> **ACTIVITY**
Where does "other" appear in the data? Return each line that holds it.

Top of RECORD SET

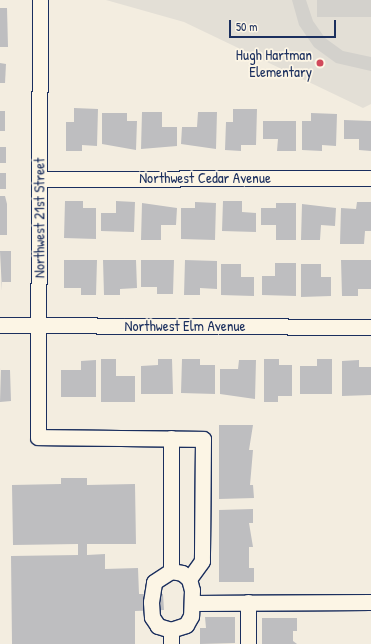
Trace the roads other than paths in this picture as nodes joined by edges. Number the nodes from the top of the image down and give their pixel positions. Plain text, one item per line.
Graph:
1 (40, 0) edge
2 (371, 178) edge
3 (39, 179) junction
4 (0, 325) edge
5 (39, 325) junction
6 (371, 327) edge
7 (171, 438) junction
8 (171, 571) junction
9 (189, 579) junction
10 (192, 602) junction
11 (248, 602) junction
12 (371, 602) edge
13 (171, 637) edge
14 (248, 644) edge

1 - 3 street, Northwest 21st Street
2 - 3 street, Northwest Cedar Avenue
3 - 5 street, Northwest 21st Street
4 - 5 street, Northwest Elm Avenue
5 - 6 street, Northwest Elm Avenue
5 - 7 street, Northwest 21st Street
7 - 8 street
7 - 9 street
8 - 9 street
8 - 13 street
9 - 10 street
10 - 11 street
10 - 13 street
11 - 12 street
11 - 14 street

Bottom of RECORD SET
Top of RECORD SET

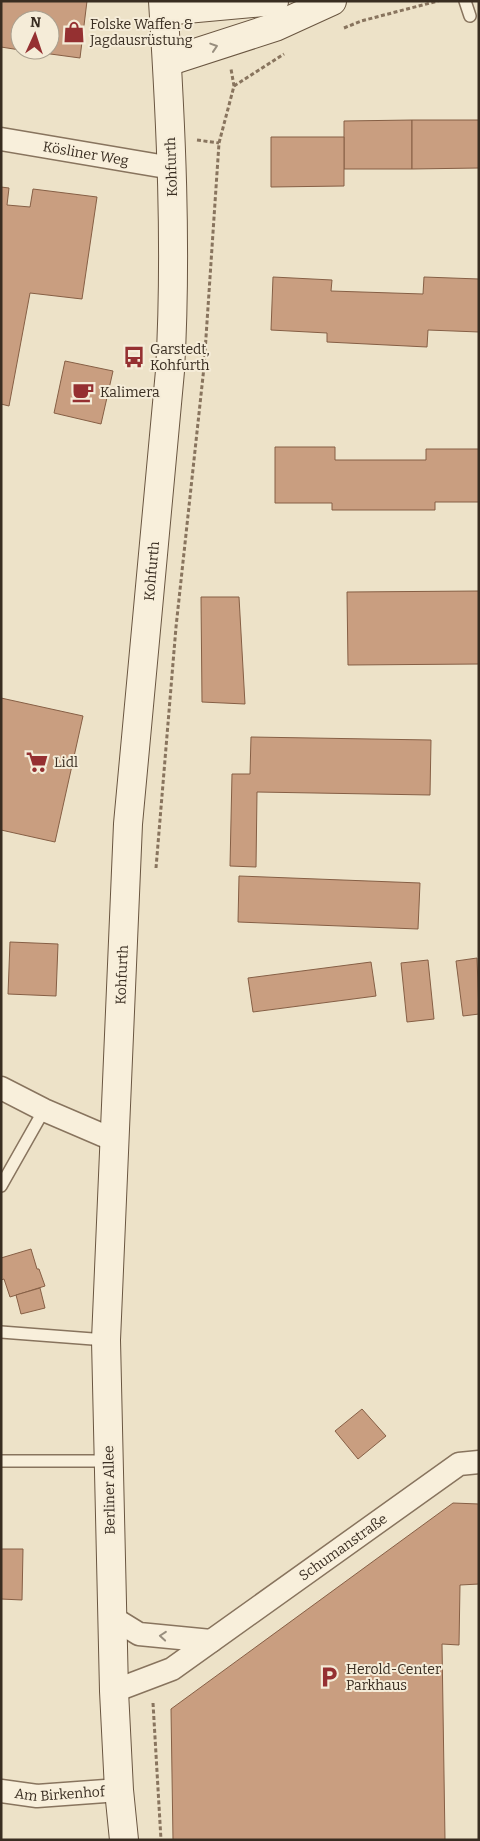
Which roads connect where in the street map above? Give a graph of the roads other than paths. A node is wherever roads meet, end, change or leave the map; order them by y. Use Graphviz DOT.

Bottom of RECORD SET
Top of RECORD SET

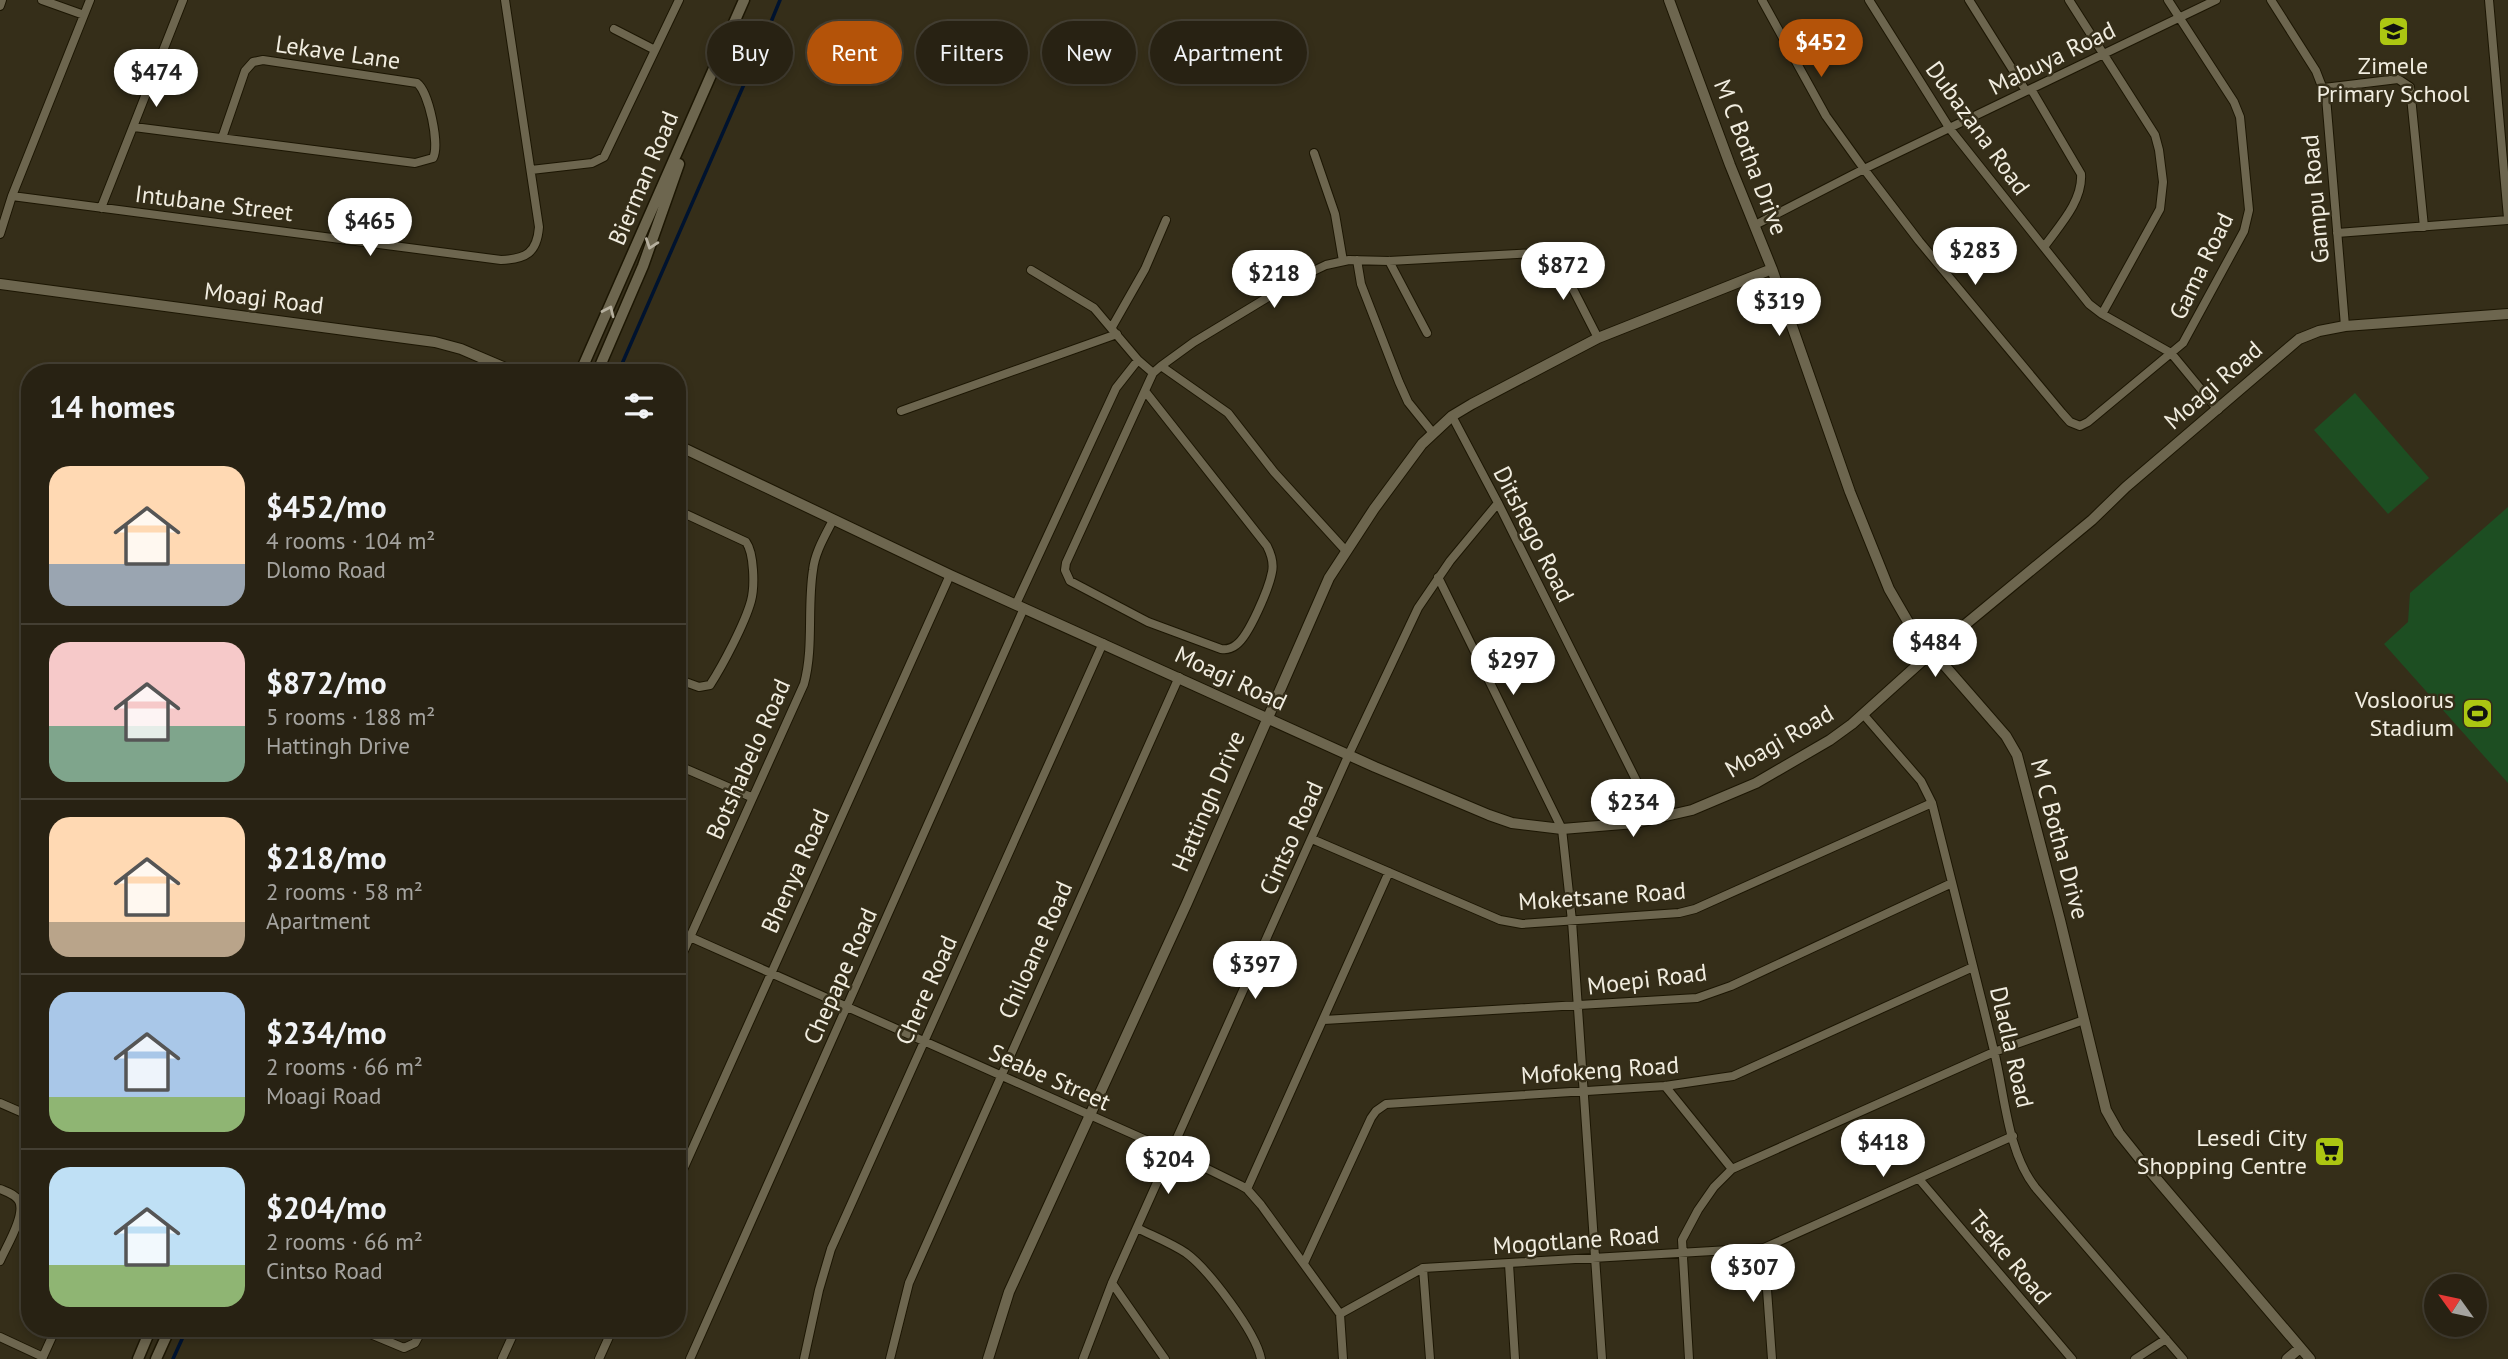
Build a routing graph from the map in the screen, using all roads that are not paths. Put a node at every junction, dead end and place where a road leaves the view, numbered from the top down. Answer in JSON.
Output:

Bottom of RECORD SET

> **ANSWER SPACE**
Trace the roads other than paths in this picture as nodes joined by edges. Number the nodes from the top of the image down and give their pixel positions. Plain text, one item per line.
Which roads connect where in the street map above? Give a graph of the roads other than paths. A node is wherever roads meet, end, change or leave the map; order them by y. Use Graphviz DOT.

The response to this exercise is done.